WHAT IS NEEDED:
Write out the records once more, exactly, and keep any image out.

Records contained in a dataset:
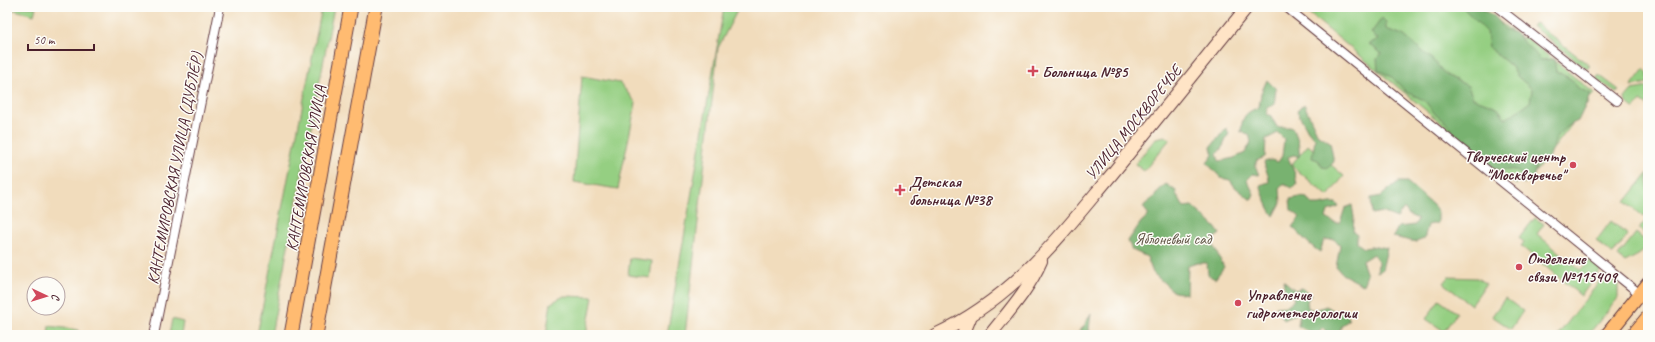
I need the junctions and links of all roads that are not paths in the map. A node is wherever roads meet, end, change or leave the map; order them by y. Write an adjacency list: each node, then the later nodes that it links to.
1 (220, 7): 14 (street, КАНТЕМИРОВСКАЯ УЛИЦА (ДУБЛЁР))
2 (351, 7): 15 (main road, КАНТЕМИРОВСКАЯ УЛИЦА)
3 (376, 7): 16 (main road)
4 (1247, 7): 8 (main road, УЛИЦА МОСКВОРЕЧЬЕ)
5 (1286, 7): 10 (street)
6 (1497, 7): 7 (street)
7 (1617, 101)
8 (1042, 256): 12 (main road, УЛИЦА МОСКВОРЕЧЬЕ); 18 (main road, УЛИЦА МОСКВОРЕЧЬЕ)
9 (1648, 284): 10 (main road)
10 (1640, 294): 19 (main road)
11 (1648, 317): 20 (main road)
12 (970, 318): 13 (main road, УЛИЦА МОСКВОРЕЧЬЕ); 17 (main road)
13 (941, 334)
14 (154, 335)
15 (291, 335)
16 (316, 335)
17 (963, 335)
18 (990, 335)
19 (1608, 335)
20 (1633, 335)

RESPONSE TO THE TASK:
I need the junctions and links of all roads that are not paths in the map. A node is wherever roads meet, end, change or leave the map; order them by y. Write an adjacency list: each node, then the later nodes that it links to.
1 (220, 7): 14 (street, КАНТЕМИРОВСКАЯ УЛИЦА (ДУБЛЁР))
2 (351, 7): 15 (main road, КАНТЕМИРОВСКАЯ УЛИЦА)
3 (376, 7): 16 (main road)
4 (1247, 7): 8 (main road, УЛИЦА МОСКВОРЕЧЬЕ)
5 (1286, 7): 10 (street)
6 (1497, 7): 7 (street)
7 (1617, 101)
8 (1042, 256): 12 (main road, УЛИЦА МОСКВОРЕЧЬЕ); 18 (main road, УЛИЦА МОСКВОРЕЧЬЕ)
9 (1648, 284): 10 (main road)
10 (1640, 294): 19 (main road)
11 (1648, 317): 20 (main road)
12 (970, 318): 13 (main road, УЛИЦА МОСКВОРЕЧЬЕ); 17 (main road)
13 (941, 334)
14 (154, 335)
15 (291, 335)
16 (316, 335)
17 (963, 335)
18 (990, 335)
19 (1608, 335)
20 (1633, 335)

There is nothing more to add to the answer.